Problem to solve:
Search the entries below. Return every line that has "national" in it.

■ ■ ■

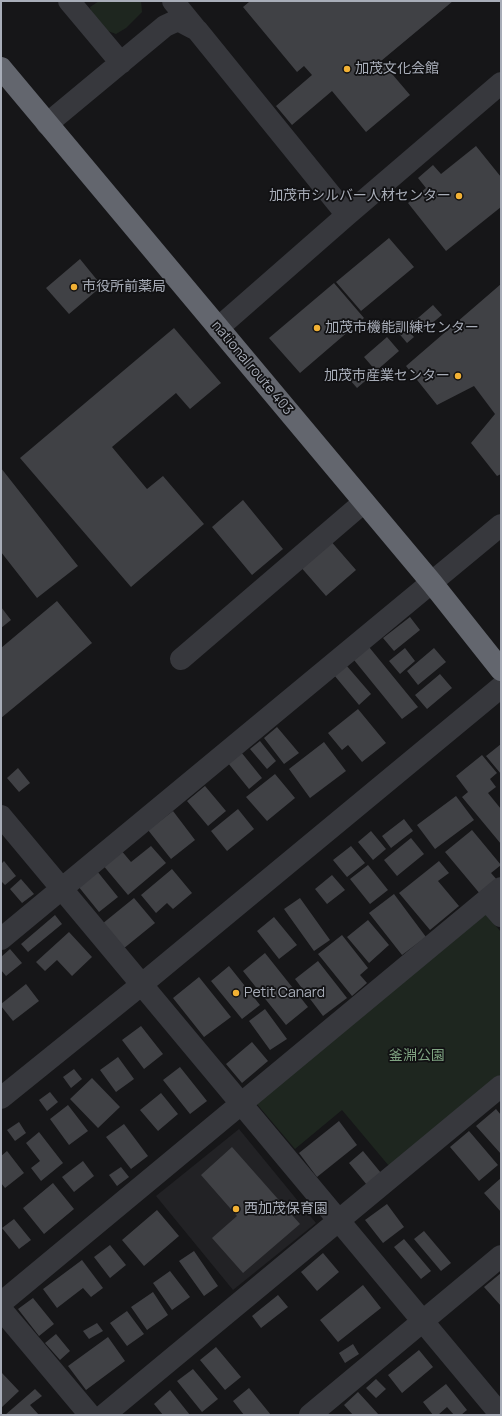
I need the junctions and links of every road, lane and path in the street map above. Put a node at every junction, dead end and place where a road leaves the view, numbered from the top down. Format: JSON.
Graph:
{"nodes":[{"id":1,"x":69,"y":1,"type":"edge"},
{"id":2,"x":173,"y":1,"type":"edge"},
{"id":3,"x":197,"y":30,"type":"junction"},
{"id":4,"x":121,"y":63,"type":"junction"},
{"id":5,"x":1,"y":68,"type":"edge"},
{"id":6,"x":501,"y":83,"type":"edge"},
{"id":7,"x":48,"y":124,"type":"junction"},
{"id":8,"x":346,"y":215,"type":"junction"},
{"id":9,"x":218,"y":328,"type":"junction"},
{"id":10,"x":364,"y":502,"type":"junction"},
{"id":11,"x":501,"y":525,"type":"edge"},
{"id":12,"x":432,"y":582,"type":"junction"},
{"id":13,"x":181,"y":659,"type":"dead end"},
{"id":14,"x":501,"y":670,"type":"edge"},
{"id":15,"x":501,"y":687,"type":"edge"},
{"id":16,"x":1,"y":816,"type":"edge"},
{"id":17,"x":62,"y":889,"type":"junction"},
{"id":18,"x":494,"y":894,"type":"edge"},
{"id":19,"x":501,"y":916,"type":"edge"},
{"id":20,"x":1,"y":939,"type":"edge"},
{"id":21,"x":141,"y":985,"type":"junction"},
{"id":22,"x":501,"y":1086,"type":"edge"},
{"id":23,"x":1,"y":1098,"type":"edge"},
{"id":24,"x":241,"y":1104,"type":"junction"},
{"id":25,"x":339,"y":1220,"type":"junction"},
{"id":26,"x":501,"y":1256,"type":"edge"},
{"id":27,"x":1,"y":1303,"type":"edge"},
{"id":28,"x":1,"y":1309,"type":"edge"},
{"id":29,"x":423,"y":1321,"type":"junction"},
{"id":30,"x":498,"y":1412,"type":"edge"},
{"id":31,"x":90,"y":1415,"type":"edge"},
{"id":32,"x":104,"y":1415,"type":"edge"},
{"id":33,"x":310,"y":1415,"type":"edge"}],
"edges":[{"from":1,"to":4,"type":"street"},
{"from":2,"to":3,"type":"street"},
{"from":3,"to":4,"type":"street"},
{"from":3,"to":8,"type":"street"},
{"from":4,"to":7,"type":"street"},
{"from":5,"to":7,"type":"highway","name":"national route 403"},
{"from":6,"to":8,"type":"street"},
{"from":7,"to":9,"type":"highway","name":"national route 403"},
{"from":8,"to":9,"type":"street"},
{"from":9,"to":10,"type":"highway","name":"national route 403"},
{"from":10,"to":12,"type":"highway","name":"national route 403"},
{"from":10,"to":13,"type":"street"},
{"from":11,"to":12,"type":"street"},
{"from":12,"to":14,"type":"highway","name":"national route 403"},
{"from":12,"to":17,"type":"street"},
{"from":15,"to":21,"type":"street"},
{"from":16,"to":17,"type":"street"},
{"from":17,"to":20,"type":"street"},
{"from":17,"to":21,"type":"street"},
{"from":18,"to":19,"type":"street"},
{"from":18,"to":24,"type":"street"},
{"from":21,"to":23,"type":"street"},
{"from":21,"to":24,"type":"street"},
{"from":22,"to":25,"type":"street"},
{"from":24,"to":25,"type":"street"},
{"from":24,"to":27,"type":"street"},
{"from":25,"to":29,"type":"street"},
{"from":25,"to":32,"type":"street"},
{"from":26,"to":29,"type":"street"},
{"from":28,"to":31,"type":"street"},
{"from":29,"to":30,"type":"street"},
{"from":29,"to":33,"type":"street"}]}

■ ■ ■

Result:
{"from":5,"to":7,"type":"highway","name":"national route 403"},
{"from":7,"to":9,"type":"highway","name":"national route 403"},
{"from":9,"to":10,"type":"highway","name":"national route 403"},
{"from":10,"to":12,"type":"highway","name":"national route 403"},
{"from":12,"to":14,"type":"highway","name":"national route 403"},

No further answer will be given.